Shinobi recula vivement. Ça ne lui avait pas coupé le souffle, mais uniquement parce que Nezumi avait dosé sa force.
Une demi-heure plus tard et après une énième chute, Shinobi resta allongé sur l’herbe, bras en croix, tant pour reprendre son souffle que son calme et surtout comprendre comment il était possible qu’il n’ait pas réussi à toucher son adversaire une seule fois… Il avait l’impression de se battre contre du vent !…
Nezumi était un peu essoufflé.

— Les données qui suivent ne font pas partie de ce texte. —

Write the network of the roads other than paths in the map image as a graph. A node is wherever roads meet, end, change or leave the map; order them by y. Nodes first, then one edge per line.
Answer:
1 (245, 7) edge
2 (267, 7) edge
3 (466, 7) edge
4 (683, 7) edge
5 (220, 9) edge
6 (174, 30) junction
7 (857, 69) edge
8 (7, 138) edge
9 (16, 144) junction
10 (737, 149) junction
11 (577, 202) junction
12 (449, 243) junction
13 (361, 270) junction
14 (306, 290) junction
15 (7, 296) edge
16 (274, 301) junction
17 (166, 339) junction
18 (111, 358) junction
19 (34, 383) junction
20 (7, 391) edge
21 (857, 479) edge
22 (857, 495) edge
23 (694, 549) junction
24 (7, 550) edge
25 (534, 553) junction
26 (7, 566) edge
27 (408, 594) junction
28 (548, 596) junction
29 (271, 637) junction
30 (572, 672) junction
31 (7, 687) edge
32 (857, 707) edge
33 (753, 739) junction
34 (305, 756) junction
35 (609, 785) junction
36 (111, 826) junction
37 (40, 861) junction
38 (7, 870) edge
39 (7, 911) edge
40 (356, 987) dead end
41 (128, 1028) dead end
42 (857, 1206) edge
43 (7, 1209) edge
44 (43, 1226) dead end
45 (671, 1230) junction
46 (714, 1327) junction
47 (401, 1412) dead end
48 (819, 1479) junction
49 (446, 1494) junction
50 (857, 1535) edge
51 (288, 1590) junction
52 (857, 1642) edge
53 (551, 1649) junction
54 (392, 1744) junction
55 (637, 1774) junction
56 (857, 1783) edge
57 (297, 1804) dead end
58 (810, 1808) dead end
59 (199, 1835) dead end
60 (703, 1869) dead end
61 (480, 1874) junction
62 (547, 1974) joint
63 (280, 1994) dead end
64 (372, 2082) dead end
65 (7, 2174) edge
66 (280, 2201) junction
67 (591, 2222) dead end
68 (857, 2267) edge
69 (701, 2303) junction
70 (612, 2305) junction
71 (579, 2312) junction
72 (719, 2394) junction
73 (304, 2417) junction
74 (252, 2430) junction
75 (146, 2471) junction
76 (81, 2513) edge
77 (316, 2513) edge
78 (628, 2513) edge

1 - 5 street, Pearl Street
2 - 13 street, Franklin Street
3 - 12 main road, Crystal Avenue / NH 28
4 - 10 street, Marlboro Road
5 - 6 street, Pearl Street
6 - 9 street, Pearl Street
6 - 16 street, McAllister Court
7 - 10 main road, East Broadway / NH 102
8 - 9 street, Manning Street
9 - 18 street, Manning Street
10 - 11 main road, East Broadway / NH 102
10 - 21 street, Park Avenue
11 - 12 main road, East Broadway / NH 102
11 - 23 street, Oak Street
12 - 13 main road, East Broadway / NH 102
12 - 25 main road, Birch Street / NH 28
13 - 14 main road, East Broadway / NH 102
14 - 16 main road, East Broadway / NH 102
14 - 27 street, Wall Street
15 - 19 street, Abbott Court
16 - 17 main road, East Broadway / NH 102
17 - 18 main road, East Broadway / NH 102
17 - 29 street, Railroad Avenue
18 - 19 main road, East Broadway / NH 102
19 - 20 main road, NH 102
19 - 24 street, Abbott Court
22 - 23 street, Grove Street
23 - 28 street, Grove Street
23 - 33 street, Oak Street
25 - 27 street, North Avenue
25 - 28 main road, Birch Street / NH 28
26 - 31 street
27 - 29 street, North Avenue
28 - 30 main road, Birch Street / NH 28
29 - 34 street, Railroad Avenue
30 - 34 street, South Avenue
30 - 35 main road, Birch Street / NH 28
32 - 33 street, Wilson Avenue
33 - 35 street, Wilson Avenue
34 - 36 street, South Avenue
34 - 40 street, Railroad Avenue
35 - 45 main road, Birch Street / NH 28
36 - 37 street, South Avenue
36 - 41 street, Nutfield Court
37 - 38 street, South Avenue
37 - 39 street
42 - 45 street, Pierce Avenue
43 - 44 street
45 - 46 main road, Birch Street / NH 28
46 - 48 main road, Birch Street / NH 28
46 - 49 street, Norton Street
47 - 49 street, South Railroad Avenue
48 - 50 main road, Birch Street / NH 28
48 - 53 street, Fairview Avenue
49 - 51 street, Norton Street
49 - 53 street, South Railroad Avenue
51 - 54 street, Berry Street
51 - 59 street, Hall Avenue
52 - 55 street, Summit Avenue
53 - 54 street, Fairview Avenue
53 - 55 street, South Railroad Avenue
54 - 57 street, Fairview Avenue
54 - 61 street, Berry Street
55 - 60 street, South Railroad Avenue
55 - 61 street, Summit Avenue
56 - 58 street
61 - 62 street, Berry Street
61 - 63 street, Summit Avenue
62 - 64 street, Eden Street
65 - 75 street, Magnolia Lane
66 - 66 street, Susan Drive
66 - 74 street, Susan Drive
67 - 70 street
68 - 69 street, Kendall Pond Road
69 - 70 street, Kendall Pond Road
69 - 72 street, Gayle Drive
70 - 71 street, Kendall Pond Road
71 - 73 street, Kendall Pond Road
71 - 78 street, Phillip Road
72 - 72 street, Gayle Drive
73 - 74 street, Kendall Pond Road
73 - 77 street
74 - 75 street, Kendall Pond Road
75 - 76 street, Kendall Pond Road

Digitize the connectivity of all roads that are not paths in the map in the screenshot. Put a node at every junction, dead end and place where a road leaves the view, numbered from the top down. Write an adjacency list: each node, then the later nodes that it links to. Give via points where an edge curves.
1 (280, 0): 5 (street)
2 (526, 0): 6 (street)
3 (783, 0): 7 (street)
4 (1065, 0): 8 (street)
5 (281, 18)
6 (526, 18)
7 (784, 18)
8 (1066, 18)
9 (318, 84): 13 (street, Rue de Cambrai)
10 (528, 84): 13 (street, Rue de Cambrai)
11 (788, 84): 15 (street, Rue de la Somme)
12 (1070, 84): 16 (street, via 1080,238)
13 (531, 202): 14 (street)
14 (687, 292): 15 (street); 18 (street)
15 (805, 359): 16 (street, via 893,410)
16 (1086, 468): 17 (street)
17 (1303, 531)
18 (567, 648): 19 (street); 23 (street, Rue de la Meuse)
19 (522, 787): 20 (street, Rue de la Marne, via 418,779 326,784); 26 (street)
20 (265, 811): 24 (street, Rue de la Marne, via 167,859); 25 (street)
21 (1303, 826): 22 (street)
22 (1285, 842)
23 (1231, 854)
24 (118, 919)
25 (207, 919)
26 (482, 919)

Il s’étira. La voix de Shion le fit sourire :
« Qu’est-ce qui se passe, ici ?… »
Shinobi tourna la tête pour voir Shion devant le portail qui s’ouvrait lentement, accompagné de Yui et Adrian.
« Déjà là, mon ange ?
– Oui, on a fait plus vite que prévu… Vous n’étiez pas en train de vous battre, quand même ?
– Oh, juste un amical petit entraînement entre beaux-frères… Répondit Nezumi. Je voulais voir son niveau…
– Ah… Et ?
– J’avoue qu’il m’a bluffé, il est vraiment bien plus fort que je pensais…
– Hein ?! » S’écria Shinobi.
Il se leva d’un bond :
« Tu plaisantes ?! Je n’ai pas réussi à te toucher ! »
Shinobi se demanda un instant pourquoi Shion, Yui et Adrian le regardaient avec une telle stupéfaction, puis comprit lorsque Nezumi lui dit gentiment :
« Ah, enfin un peu d’énergie ! »
Shion entra dans le jardin avec ses deux amis. Yui restait vraiment surpris, Adrian dubitatif.
Nezumi continua pour Shinobi en tendant la main à Shion :
« Et non, je ne plaisante pas… Tu es vraiment très fort. »
Shion prit la main de son joli rat qui regarda Shinobi :
« … Je suis juste meilleur. »
Shion sourit.
Une fois les deux jeunes gens rincés et rhabillés, Nezumi se posa à la cuisine avec Haru, pour que Shion puisse avoir une discussion tranquille avec son frère et ses deux amis au salon. Puisque personne n’avait déjeuné, du coup, le jeune serveur se fit un devoir de préparer un bon encas à tout le monde.
Il fit une montagne de petits sandwiches de pain de mie très divers et une grande théière de genmaisha. Il posa le tout sur un grand plateau et le porta au salon, suivi d’Haru.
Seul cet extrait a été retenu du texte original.